Notificado desse aresto, o arguido reclamou dele, por nulidade, dizendo que o mesmo 'não está minimamente fundamentado'. E acrescentou: 'ao não proceder à fundamentação em sede desta matéria de direito, não só o acórdão violou o disposto no n.º 2 do artigo 374º do Código de Processo Penal, como o n.º 4 do artigo 97º do mesmo diploma, como, pior do que tudo, o próprio dever de fundamentação decorrente do disposto no n.º 1 do artigo 208º da Constituição da República'.
A Relação de Coimbra, por acórdão de 23 de Abril de
1997, desatendeu a reclamação por nulidade.
2. O arguido veio, então, recorrer para este Tribunal, ao abrigo da alínea b) do n.º 1 do artigo 70º da Lei do Tribunal Constitucional, para que aqui se aprecie a '(in)constitucionalidade da interpretação e da aplicação que o tribunal a quo fez do disposto no n.º 2 do artigo 374º do Código de Processo Penal, por violação do disposto no n.º 1 do artigo 208º da Constituição da República'.
Como o recurso não foi admitido, apresentou o arguido a presente reclamação.
O Procurador-Geral Adjunto em exercício neste Tribunal é de parecer que a reclamação deve ser indeferida.

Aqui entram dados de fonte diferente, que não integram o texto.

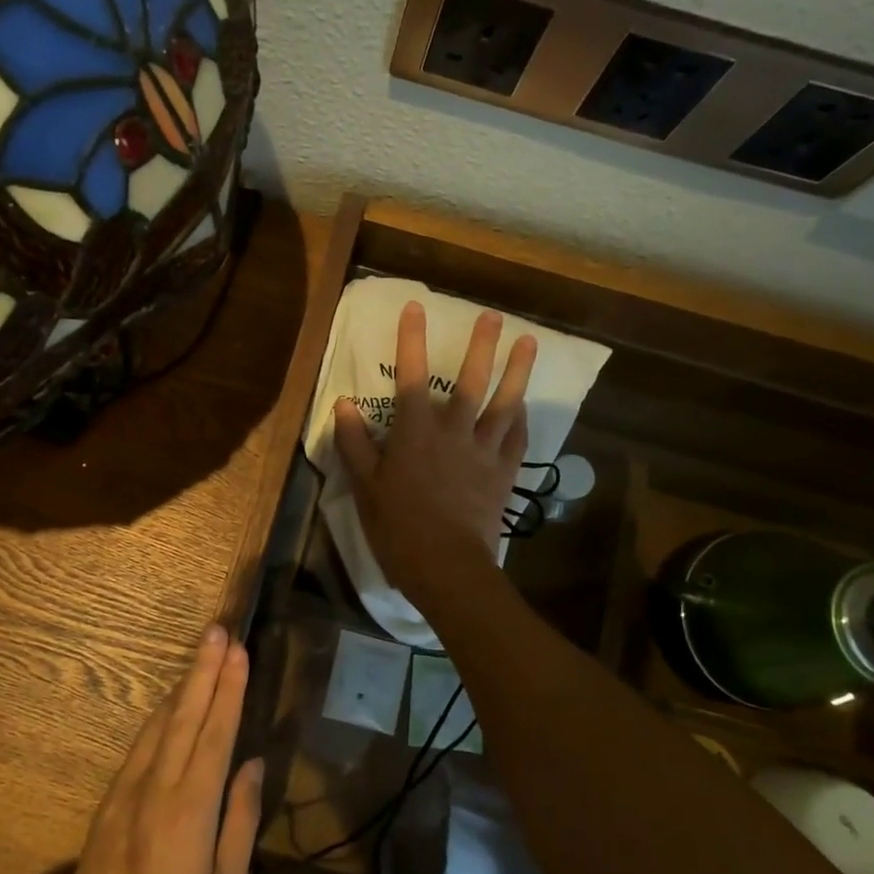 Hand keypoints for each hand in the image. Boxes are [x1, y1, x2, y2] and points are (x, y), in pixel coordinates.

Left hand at [63, 625, 262, 873]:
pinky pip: (142, 742)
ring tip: (202, 653)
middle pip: (187, 713)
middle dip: (205, 669)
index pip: (216, 731)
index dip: (229, 688)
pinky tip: (171, 701)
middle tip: (218, 631)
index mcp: (192, 805)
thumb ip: (240, 820)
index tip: (239, 651)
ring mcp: (131, 787)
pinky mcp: (112, 797)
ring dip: (184, 684)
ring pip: (162, 722)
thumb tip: (251, 763)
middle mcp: (160, 784)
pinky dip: (161, 714)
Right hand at [333, 302, 536, 606]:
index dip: (412, 339)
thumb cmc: (398, 526)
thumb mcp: (365, 486)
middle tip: (494, 316)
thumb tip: (344, 404)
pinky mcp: (503, 474)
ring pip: (505, 403)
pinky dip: (521, 418)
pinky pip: (517, 439)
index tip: (416, 307)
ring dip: (517, 372)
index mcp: (415, 432)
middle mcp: (453, 432)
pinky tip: (524, 405)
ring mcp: (484, 452)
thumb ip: (354, 443)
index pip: (412, 375)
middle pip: (471, 381)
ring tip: (529, 343)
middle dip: (482, 346)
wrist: (446, 566)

3. Corridos os vistos, cumpre decidir.
II. Fundamentos:
4. Adianta-se que a reclamação deve ser indeferida, uma vez que, no caso, se não verificam os pressupostos do recurso interposto, que são, entre outros, os seguintes:
(a). ter o recorrente suscitado, durante o processo (ou seja, em regra, até ser proferida a decisão de que recorre), a inconstitucionalidade da norma jurídica que pretende que este Tribunal aprecie, sub specie constitutionis;
(b). Ter suscitado essa inconstitucionalidade, de forma clara e perceptível - o que, estando em causa (como no caso acontece) a interpretação de determinada norma jurídica, exige que ele indique o sentido que considera incompatível com a Constituição, com a precisão capaz de permitir ao Tribunal enunciá-lo na decisão que vier a proferir, no caso, obviamente, de o seu julgamento ser no sentido da inconstitucionalidade;
(c). Ter a norma sido aplicada pela decisão recorrida, com essa interpretação tida por inconstitucional.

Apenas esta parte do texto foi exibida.